* What you are asked to do *
All lines of the entries with "paths" in them must be listed.

* Information *
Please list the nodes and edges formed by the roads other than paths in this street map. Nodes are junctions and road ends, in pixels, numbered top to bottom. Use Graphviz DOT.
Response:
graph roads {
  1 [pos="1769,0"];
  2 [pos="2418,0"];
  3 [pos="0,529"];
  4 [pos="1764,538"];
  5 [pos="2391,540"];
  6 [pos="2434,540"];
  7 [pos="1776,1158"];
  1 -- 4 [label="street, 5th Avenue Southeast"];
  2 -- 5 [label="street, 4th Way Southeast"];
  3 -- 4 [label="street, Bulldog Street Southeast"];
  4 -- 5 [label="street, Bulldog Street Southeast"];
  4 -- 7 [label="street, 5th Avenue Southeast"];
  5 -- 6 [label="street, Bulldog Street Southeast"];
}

---

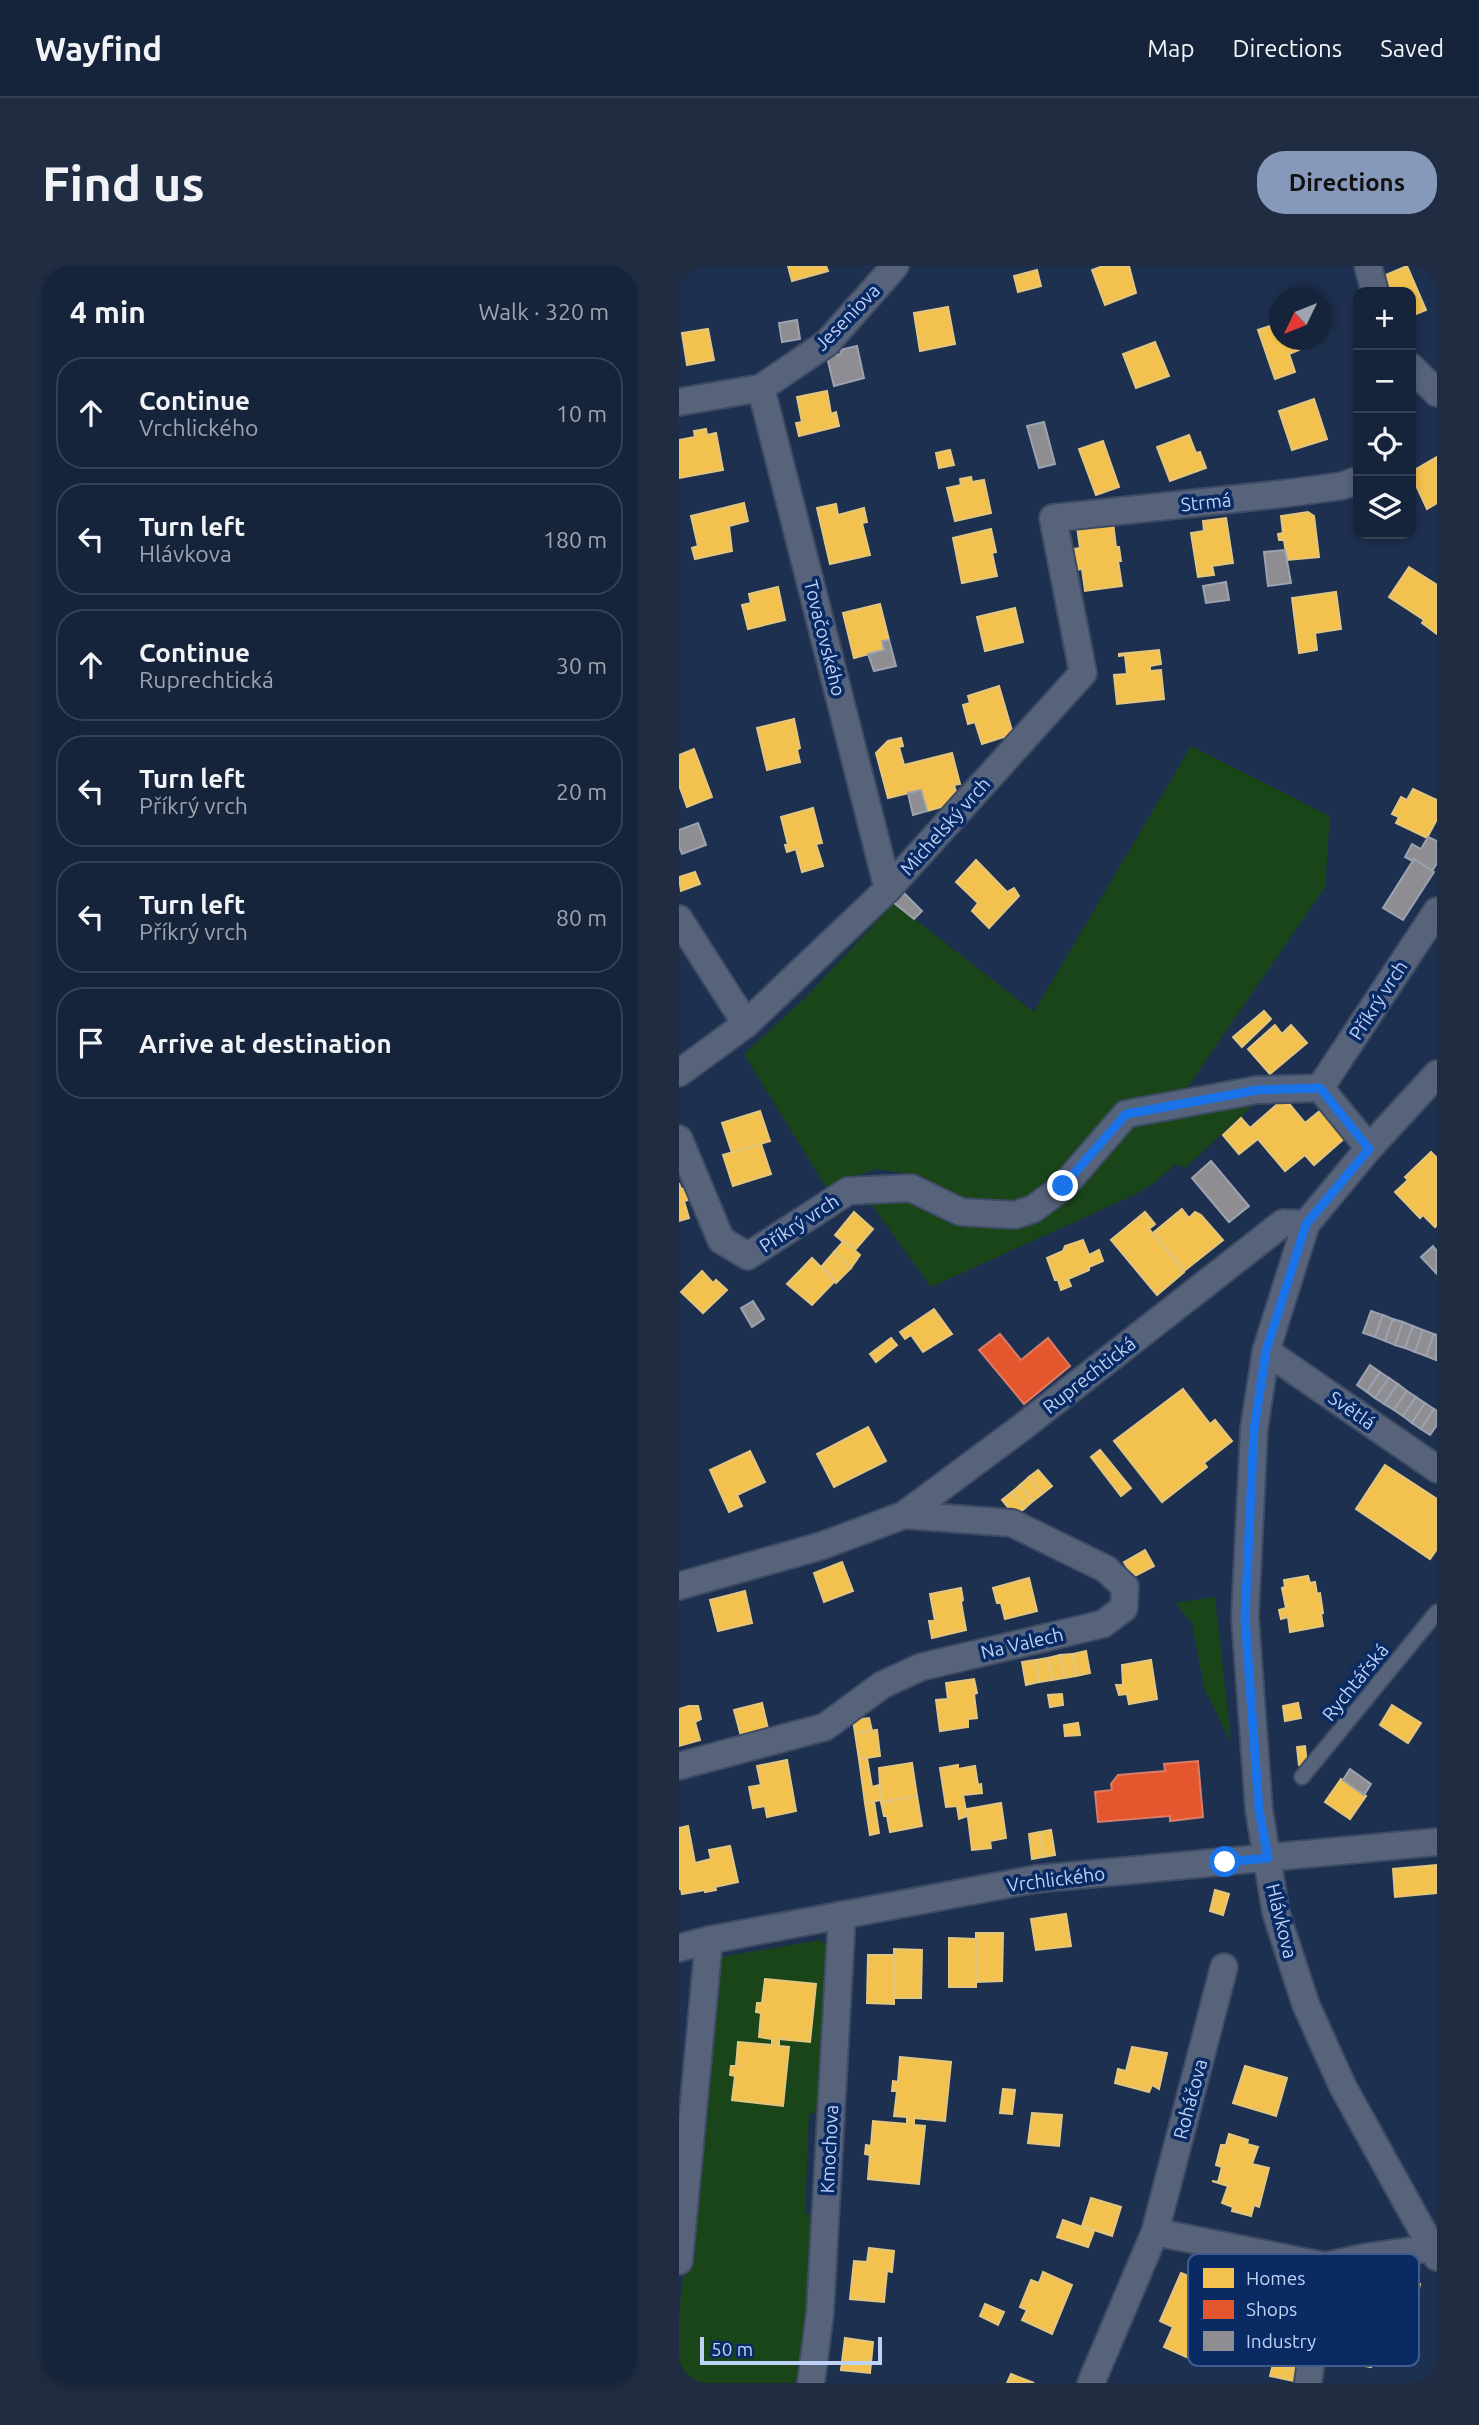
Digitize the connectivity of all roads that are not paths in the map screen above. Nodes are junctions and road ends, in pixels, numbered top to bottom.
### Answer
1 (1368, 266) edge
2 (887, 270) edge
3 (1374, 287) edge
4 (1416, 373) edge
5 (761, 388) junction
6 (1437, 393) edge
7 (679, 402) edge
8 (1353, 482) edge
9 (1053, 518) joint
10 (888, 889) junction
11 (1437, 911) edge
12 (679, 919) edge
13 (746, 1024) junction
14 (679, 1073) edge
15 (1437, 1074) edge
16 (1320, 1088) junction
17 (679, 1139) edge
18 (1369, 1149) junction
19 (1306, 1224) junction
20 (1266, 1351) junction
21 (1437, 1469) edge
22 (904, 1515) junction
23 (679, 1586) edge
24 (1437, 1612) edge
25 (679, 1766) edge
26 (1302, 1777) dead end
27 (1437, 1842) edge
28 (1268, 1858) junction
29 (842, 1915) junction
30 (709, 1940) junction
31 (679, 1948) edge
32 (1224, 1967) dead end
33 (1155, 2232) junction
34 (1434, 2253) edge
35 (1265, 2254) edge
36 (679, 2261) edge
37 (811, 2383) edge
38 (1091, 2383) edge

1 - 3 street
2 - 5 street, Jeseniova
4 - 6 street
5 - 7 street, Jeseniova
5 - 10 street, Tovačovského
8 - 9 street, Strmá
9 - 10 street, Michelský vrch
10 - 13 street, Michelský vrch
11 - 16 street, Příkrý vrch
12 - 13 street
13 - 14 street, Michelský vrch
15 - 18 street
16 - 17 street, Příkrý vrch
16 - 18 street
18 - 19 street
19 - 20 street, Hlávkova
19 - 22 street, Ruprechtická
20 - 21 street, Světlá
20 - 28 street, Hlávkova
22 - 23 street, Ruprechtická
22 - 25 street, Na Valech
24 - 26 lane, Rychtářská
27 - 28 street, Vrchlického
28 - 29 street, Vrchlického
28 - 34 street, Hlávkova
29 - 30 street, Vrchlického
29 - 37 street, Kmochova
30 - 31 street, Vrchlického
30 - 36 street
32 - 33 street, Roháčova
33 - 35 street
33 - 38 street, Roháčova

* Task solution *
Please list the nodes and edges formed by the roads other than paths in this street map. Nodes are junctions and road ends, in pixels, numbered top to bottom. Use Graphviz DOT.
Digitize the connectivity of all roads that are not paths in the map screen above. Nodes are junctions and road ends, in pixels, numbered top to bottom.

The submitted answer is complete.